Clinical Study
British Journal of Cancer (2007) 96, 1343–1347. doi:10.1038/sj.bjc.6603734 www.bjcancer.com
Published online 17 April 2007
Chemo-hormone therapy of non-well-differentiated endocrine tumours from different anatomic sites with cisplatinum, etoposide and slow release lanreotide formulation
P Correale1, A Sciandivasci1, C Intrivici1, A Pascucci1, M T Del Vecchio2, S Marsili1, V Savelli3, L Voltolini4, M Di Bisceglie4, A Guarnieri3, G Gotti4 and G Francini1
- 1Medical Oncology, Department of Human Pathology and Oncology, Siena University School of Medicine, Viale Bracci 11, 53100, Siena, Italy
- 2Medical Pathology Section, Department of Human Pathology and Oncology, Siena University School of Medicine, Viale Bracci 11, 53100, Siena, Italy
- 3Second Division of General Surgery, Siena University School of Medicine, Viale Bracci 11, 53100, Siena, Italy
- 4Division of Thoracic Surgery, Siena University School of Medicine, Viale Bracci 11, 53100, Siena, Italy
Correspondence: Professor G Francini, E-mail: correale@unisi.it
Received 24 January 2007; Revised 15 March 2007; Accepted 19 March 2007; Published online 17 April 2007.
Abstract
We report the results of a phase II trial in patients with metastatic endocrine tumours from different sites, which aimed to evaluate the anti-tumour activity and toxicity of a cisplatinum and etoposide regimen administered in combination with the somatostatin agonist lanreotide given in slow release formulation.
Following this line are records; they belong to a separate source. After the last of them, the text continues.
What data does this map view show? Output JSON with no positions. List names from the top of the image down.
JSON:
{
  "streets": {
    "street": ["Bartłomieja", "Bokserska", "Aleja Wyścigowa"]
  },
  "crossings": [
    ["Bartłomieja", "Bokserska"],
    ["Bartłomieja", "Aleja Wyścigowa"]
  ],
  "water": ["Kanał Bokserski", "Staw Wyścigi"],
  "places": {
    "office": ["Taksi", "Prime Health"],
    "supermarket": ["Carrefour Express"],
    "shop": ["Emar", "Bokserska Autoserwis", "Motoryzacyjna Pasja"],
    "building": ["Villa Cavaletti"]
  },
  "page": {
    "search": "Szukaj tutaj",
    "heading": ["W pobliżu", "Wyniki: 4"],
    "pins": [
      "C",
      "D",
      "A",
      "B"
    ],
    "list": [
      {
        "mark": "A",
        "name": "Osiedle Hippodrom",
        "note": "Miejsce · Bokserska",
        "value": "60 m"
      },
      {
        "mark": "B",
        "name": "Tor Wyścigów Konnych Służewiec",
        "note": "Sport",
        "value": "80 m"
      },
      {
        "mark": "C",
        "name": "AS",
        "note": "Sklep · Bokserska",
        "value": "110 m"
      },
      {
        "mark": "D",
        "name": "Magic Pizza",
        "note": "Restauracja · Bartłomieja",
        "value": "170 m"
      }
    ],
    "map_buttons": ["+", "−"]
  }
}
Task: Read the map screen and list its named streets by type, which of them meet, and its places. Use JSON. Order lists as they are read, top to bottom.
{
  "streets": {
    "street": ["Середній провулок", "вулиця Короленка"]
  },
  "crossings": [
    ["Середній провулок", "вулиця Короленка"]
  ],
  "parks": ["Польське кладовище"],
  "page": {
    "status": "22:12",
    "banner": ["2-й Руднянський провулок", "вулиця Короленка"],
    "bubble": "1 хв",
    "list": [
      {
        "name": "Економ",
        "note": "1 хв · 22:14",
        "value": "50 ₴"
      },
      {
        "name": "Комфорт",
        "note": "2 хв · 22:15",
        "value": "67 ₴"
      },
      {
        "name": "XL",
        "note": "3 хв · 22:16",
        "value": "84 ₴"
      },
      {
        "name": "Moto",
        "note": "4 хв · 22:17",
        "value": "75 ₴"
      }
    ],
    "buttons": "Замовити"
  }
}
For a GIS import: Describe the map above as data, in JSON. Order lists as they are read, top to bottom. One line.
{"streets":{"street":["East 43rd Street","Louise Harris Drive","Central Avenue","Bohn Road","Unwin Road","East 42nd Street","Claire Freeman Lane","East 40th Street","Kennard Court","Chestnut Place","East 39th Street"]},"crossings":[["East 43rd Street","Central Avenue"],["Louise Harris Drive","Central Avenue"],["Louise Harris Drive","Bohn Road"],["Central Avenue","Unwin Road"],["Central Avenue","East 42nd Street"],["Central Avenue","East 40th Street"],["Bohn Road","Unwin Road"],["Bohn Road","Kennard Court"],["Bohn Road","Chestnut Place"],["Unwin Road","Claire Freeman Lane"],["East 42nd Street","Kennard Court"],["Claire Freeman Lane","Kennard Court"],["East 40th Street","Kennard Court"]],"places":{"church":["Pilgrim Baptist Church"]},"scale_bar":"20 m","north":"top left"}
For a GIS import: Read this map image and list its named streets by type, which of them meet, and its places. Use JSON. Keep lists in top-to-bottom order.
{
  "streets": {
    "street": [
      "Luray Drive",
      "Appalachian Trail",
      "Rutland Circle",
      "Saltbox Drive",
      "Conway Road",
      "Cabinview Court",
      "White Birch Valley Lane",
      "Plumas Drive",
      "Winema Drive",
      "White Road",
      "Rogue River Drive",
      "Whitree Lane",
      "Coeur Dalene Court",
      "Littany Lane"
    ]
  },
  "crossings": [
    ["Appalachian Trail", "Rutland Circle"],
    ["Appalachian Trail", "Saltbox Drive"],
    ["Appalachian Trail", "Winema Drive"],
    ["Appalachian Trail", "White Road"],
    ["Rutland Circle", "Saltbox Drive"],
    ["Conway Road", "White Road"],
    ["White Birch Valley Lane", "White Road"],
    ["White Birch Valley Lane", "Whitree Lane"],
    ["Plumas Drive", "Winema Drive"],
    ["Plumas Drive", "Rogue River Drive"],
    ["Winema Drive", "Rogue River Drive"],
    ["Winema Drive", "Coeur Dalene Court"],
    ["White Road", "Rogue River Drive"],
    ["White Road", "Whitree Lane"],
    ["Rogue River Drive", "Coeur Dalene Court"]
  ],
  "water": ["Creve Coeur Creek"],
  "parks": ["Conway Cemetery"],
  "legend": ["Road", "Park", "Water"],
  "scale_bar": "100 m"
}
Between January 1999 and November 2003, 27 patients with histological diagnoses of endocrine tumours with different degrees of differentiation, excluding well differentiated carcinoid neoplasms, received intravenous (i.v.) administration of cisplatinum (30 mg m-2) and etoposide (100 mg m-2) on days 1–3 and intramuscular administration of 60 mg lanreotide on day 1, in a 21-day cycle. All of the patients were evaluable for toxicity and response. The treatment was very well tolerated as no grade 4 toxicity was observed. Four patients achieved a complete response, six a partial response, 12 experienced disease stabilisation and five disease progression. The average time to progression and to survival were 9 and 24 months respectively. These results suggest that this chemo-hormone therapy regimen is well tolerated and active in patients with non-well differentiated endocrine tumours.